Rodillas

La primavera trae rodillas. Están por todas partes. Abultadas, asimétricas, llenas de colgajos alrededor de una órbita de hueso, planas, flores, únicas. Somos lo que somos de rodillas y ellas nos trajeron hasta aquí. Por eso pierden protagonismo frente a la escasez de ropa y las piernas de los otros. Fémur, rótula y tibia irrumpen con fuerza en una sola palabra, como si hubieran vivido en la clandestinidad y necesitaran aire, poco espacio en los vagones del metro o en una calle en la que practicar el movimiento hacia el verano. Si tuviera que elegir una parte del cuerpo seria una rodilla. Nunca mienten. Y eso que son dos.
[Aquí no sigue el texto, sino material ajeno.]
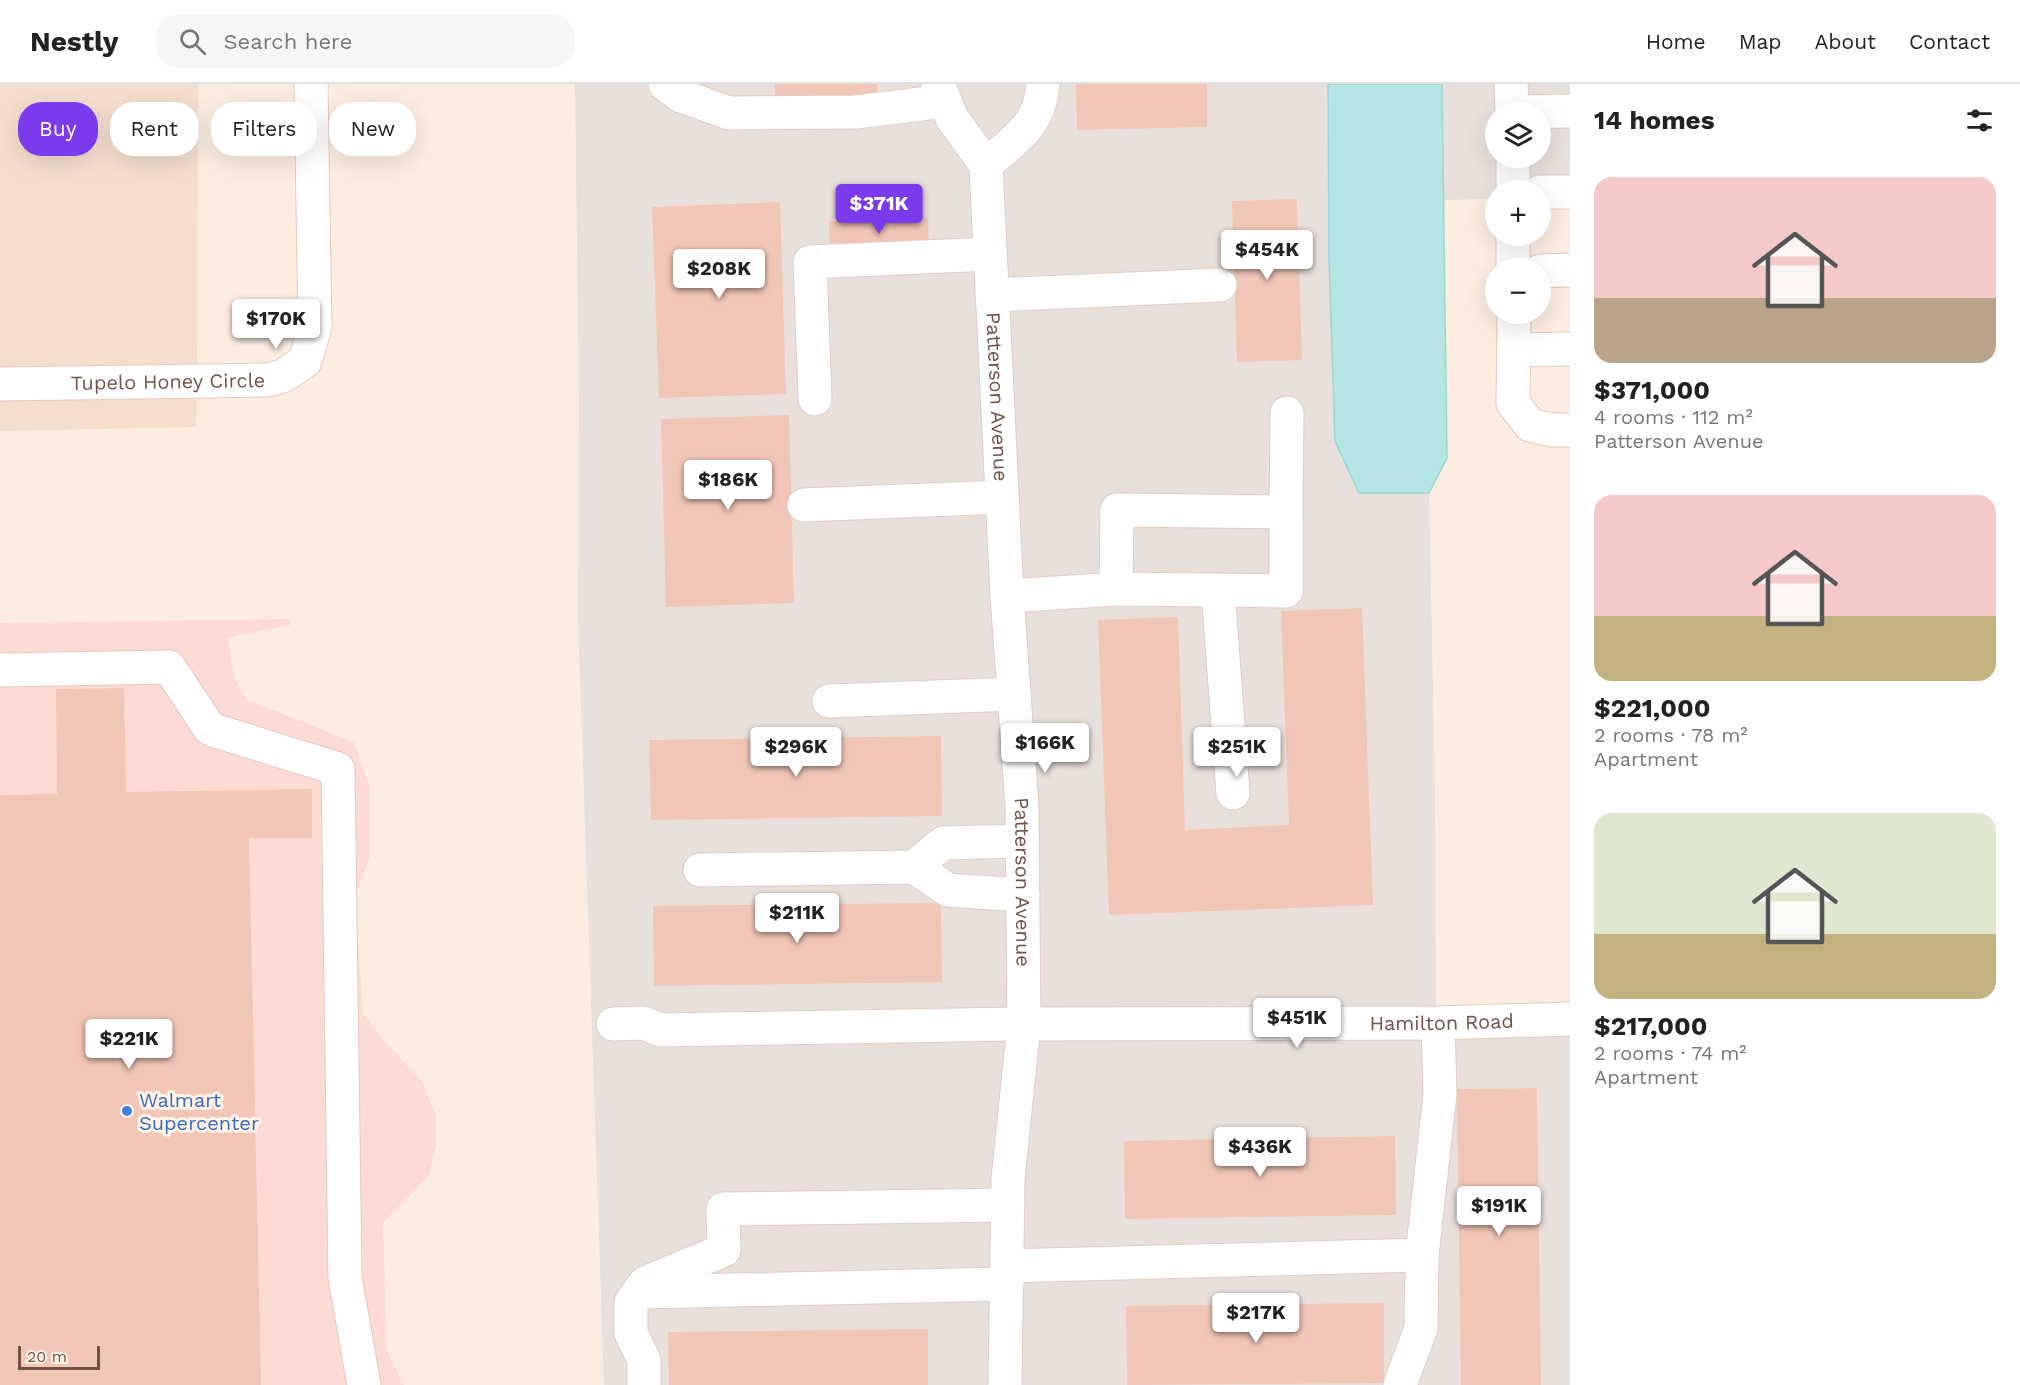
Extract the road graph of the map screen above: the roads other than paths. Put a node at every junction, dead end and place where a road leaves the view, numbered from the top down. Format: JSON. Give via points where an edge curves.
{"nodes":[{"id":1,"x":311,"y":84,"type":"edge"},
{"id":2,"x":665,"y":84,"type":"edge"},
{"id":3,"x":1043,"y":84,"type":"edge"},
{"id":4,"x":1511,"y":84,"type":"edge"},
{"id":5,"x":941,"y":92,"type":"edge"},
{"id":6,"x":1570,"y":111,"type":"edge"},
{"id":7,"x":986,"y":165,"type":"junction"},
{"id":8,"x":1551,"y":192,"type":"edge"},
{"id":9,"x":1570,"y":192,"type":"edge"},
{"id":10,"x":990,"y":254,"type":"junction"},
{"id":11,"x":1570,"y":270,"type":"edge"},
{"id":12,"x":1551,"y":271,"type":"edge"},
{"id":13,"x":1220,"y":285,"type":"dead end"},
{"id":14,"x":992,"y":295,"type":"junction"},
{"id":15,"x":1514,"y":324,"type":"edge"},
{"id":16,"x":1570,"y":349,"type":"edge"},
{"id":17,"x":1514,"y":350,"type":"junction"},
{"id":18,"x":0,"y":384,"type":"edge"},
{"id":19,"x":815,"y":399,"type":"dead end"},
{"id":20,"x":1287,"y":413,"type":"dead end"},
{"id":21,"x":1570,"y":430,"type":"edge"},
{"id":22,"x":1002,"y":497,"type":"junction"},
{"id":23,"x":804,"y":505,"type":"dead end"},
{"id":24,"x":1286,"y":512,"type":"junction"},
{"id":25,"x":1116,"y":589,"type":"junction"},
{"id":26,"x":1218,"y":590,"type":"junction"},
{"id":27,"x":1007,"y":596,"type":"junction"},
{"id":28,"x":0,"y":670,"type":"edge"},
{"id":29,"x":1014,"y":694,"type":"junction"},
{"id":30,"x":829,"y":700,"type":"dead end"},
{"id":31,"x":1233,"y":793,"type":"dead end"},
{"id":32,"x":1022,"y":841,"type":"junction"},
{"id":33,"x":914,"y":867,"type":"junction"},
{"id":34,"x":700,"y":870,"type":"dead end"},
{"id":35,"x":1023,"y":895,"type":"junction"},
{"id":36,"x":1570,"y":1019,"type":"edge"},
{"id":37,"x":1438,"y":1023,"type":"junction"},
{"id":38,"x":613,"y":1024,"type":"dead end"},
{"id":39,"x":1024,"y":1024,"type":"junction"},
{"id":40,"x":1008,"y":1205,"type":"junction"},
{"id":41,"x":1422,"y":1255,"type":"junction"},
{"id":42,"x":1007,"y":1275,"type":"junction"},
{"id":43,"x":638,"y":1292,"type":"junction"},
{"id":44,"x":364,"y":1385,"type":"edge"},
{"id":45,"x":644,"y":1385,"type":"edge"},
{"id":46,"x":1005,"y":1385,"type":"edge"},
{"id":47,"x":1400,"y":1385,"type":"edge"}],
"edges":[{"from":1,"to":18,"type":"street","name":"Tupelo Honey Circle","via":[[315,327],[305,361],[283,376],[267,380]]},
{"from":2,"to":5,"type":"street","via":[[681,96],[729,113],[856,112]]},
{"from":3,"to":7,"type":"street","via":[[1037,114]]},
{"from":4,"to":6,"type":"street","via":[[1512,112]]},
{"from":5,"to":7,"type":"street","via":[[952,118]]},
{"from":7,"to":10,"type":"street","name":"Patterson Avenue"},
{"from":8,"to":9,"type":"street"},
{"from":10,"to":14,"type":"street","name":"Patterson Avenue"},
{"from":10,"to":19,"type":"street","via":[[810,262]]},
{"from":11,"to":12,"type":"street"},
{"from":13,"to":14,"type":"street"},
{"from":14,"to":22,"type":"street","name":"Patterson Avenue"},
{"from":15,"to":17,"type":"street"},
{"from":16,"to":17,"type":"street"},
{"from":17,"to":21,"type":"street","via":[[1513,403],[1530,425]]},
{"from":20,"to":24,"type":"street"},
{"from":22,"to":23,"type":"street"},
{"from":22,"to":27,"type":"street","name":"Patterson Avenue"},
{"from":24,"to":25,"type":"street","via":[[1117,510]]},
{"from":24,"to":26,"type":"street","via":[[1286,591]]},
{"from":25,"to":26,"type":"street"},
{"from":25,"to":27,"type":"street"},
{"from":26,"to":31,"type":"street"},
{"from":27,"to":29,"type":"street","name":"Patterson Avenue"},
{"from":28,"to":44,"type":"street","via":[[169,667],[210,729],[338,769],[345,1276]]},
{"from":29,"to":30,"type":"street"},
{"from":29,"to":32,"type":"street","name":"Patterson Avenue"},
{"from":32,"to":33,"type":"street","via":[[943,843]]},
{"from":32,"to":35,"type":"street","name":"Patterson Avenue"},
{"from":33,"to":34,"type":"street"},
{"from":33,"to":35,"type":"street","via":[[948,890]]},
{"from":35,"to":39,"type":"street","name":"Patterson Avenue"},
{"from":36,"to":37,"type":"street","name":"Hamilton Road"},
{"from":37,"to":39,"type":"street","name":"Hamilton Road"},
{"from":37,"to":41,"type":"street","via":[[1440,1094]]},
{"from":38,"to":39,"type":"street","name":"Hamilton Road","via":[[643,1023],[661,1030]]},
{"from":39,"to":40,"type":"street","name":"Patterson Avenue"},
{"from":40,"to":42,"type":"street","name":"Patterson Avenue"},
{"from":40,"to":43,"type":"street","via":[[723,1209],[724,1250],[645,1283]]},
{"from":41,"to":42,"type":"street"},
{"from":41,"to":47,"type":"street","via":[[1421,1328]]},
{"from":42,"to":43,"type":"street"},
{"from":42,"to":46,"type":"street","name":"Patterson Avenue"},
{"from":43,"to":45,"type":"street","via":[[631,1302],[631,1333],[644,1360]]}]}
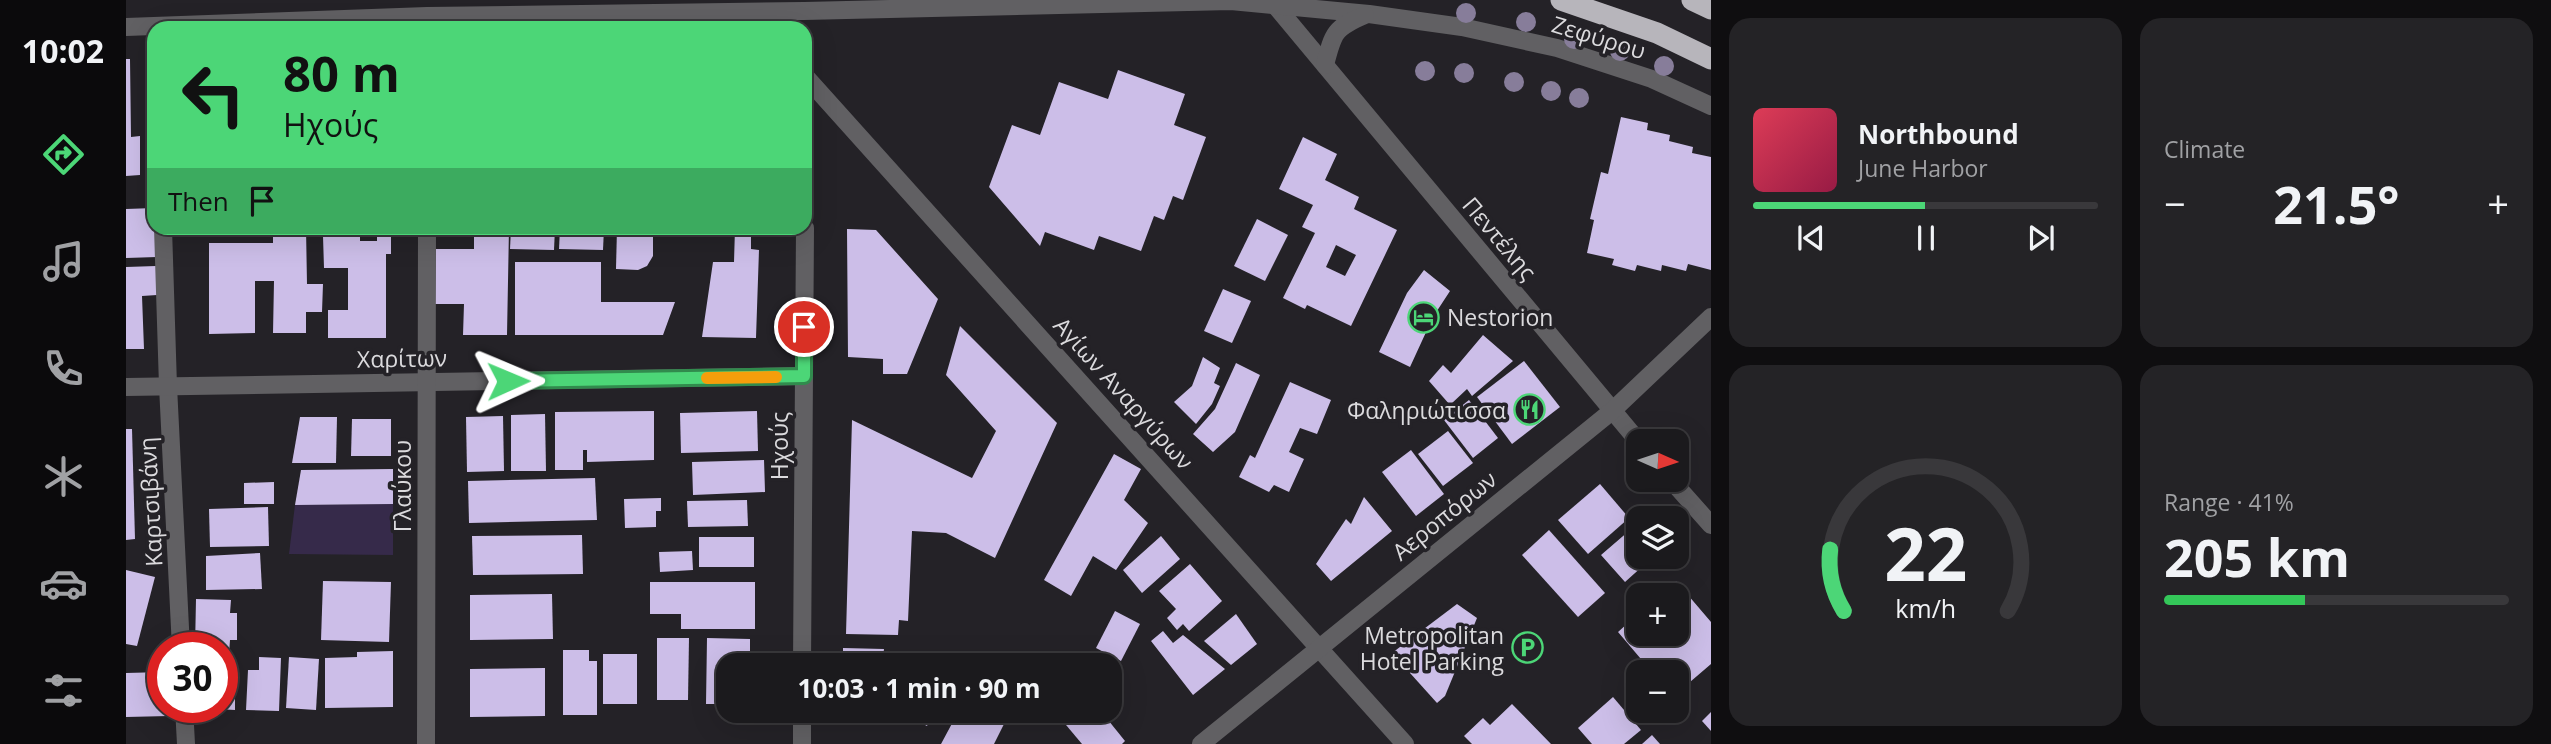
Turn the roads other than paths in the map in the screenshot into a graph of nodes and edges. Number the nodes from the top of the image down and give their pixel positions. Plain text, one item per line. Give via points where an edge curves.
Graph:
1 (1561, 0) edge
2 (1692, 0) edge
3 (1274, 4) junction
4 (1711, 9) edge
5 (1369, 14) junction
6 (804, 19) edge
7 (553, 21) edge
8 (126, 27) edge
9 (147, 27) edge
10 (1711, 58) edge
11 (1325, 65) junction
12 (812, 84) edge
13 (1711, 106) edge
14 (163, 235) edge
15 (427, 235) edge
16 (804, 235) edge
17 (1711, 317) edge
18 (804, 376) junction
19 (426, 382) junction
20 (168, 386) junction
21 (126, 387) edge
22 (1612, 411) junction
23 (1628, 429) edge
24 (1682, 492) edge
25 (1711, 525) edge
26 (180, 632) edge
27 (1320, 646) junction
28 (802, 653) edge
29 (185, 723) edge
30 (802, 723) edge
31 (186, 744) edge
32 (426, 744) edge
33 (802, 744) edge
34 (1201, 744) edge
35 (1405, 744) edge

1 - 10 highway via 1646,29
2 - 4 highway
3 - 5 street, Ζεφύρου
3 - 6 street, Ζεφύρου via 1231,1
3 - 11 street, Πεντέλης
5 - 11 street via 1341,25 1330,43
5 - 13 street, Ζεφύρου via 1462,27 1557,48 1652,79
6 - 7 street, Ζεφύρου
8 - 9 street, Ζεφύρου
11 - 22 street, Πεντέλης
12 - 27 street, Αγίων Αναργύρων
14 - 20 street, Καρτσιβάνη
15 - 19 street, Γλαύκου
16 - 18 street, Ηχούς
17 - 22 street, Αεροπόρων
18 - 19 street, Χαρίτων
18 - 28 street, Ηχούς
19 - 20 street, Χαρίτων
19 - 32 street, Γλαύκου
20 - 21 street, Χαρίτων
20 - 26 street, Καρτσιβάνη
22 - 23 street, Πεντέλης
22 - 27 street, Αεροπόρων
24 - 25 street
27 - 34 street, Αεροπόρων
27 - 35 street, Αγίων Αναργύρων
29 - 31 street
30 - 33 street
Las rodillas jóvenes cuentan poco por culpa de la prisa. En ellas hay heridas frescas, un tono más de piscina, la posibilidad de llegar al infinito y más allá. Las viejas, en cambio, vuelven de revival, reclaman espacios que dejaron de pertenecerles, traen recuerdos de la primera vez en bicicleta y un padre orgulloso acompañando el giro. ¿Os acordáis de cuando la rodilla era un territorio virgen? Ellas tampoco. Se dedicaron a avanzar y avanzar, impactaron contra el suelo. Y se levantaron. El pasado… para los cobardes.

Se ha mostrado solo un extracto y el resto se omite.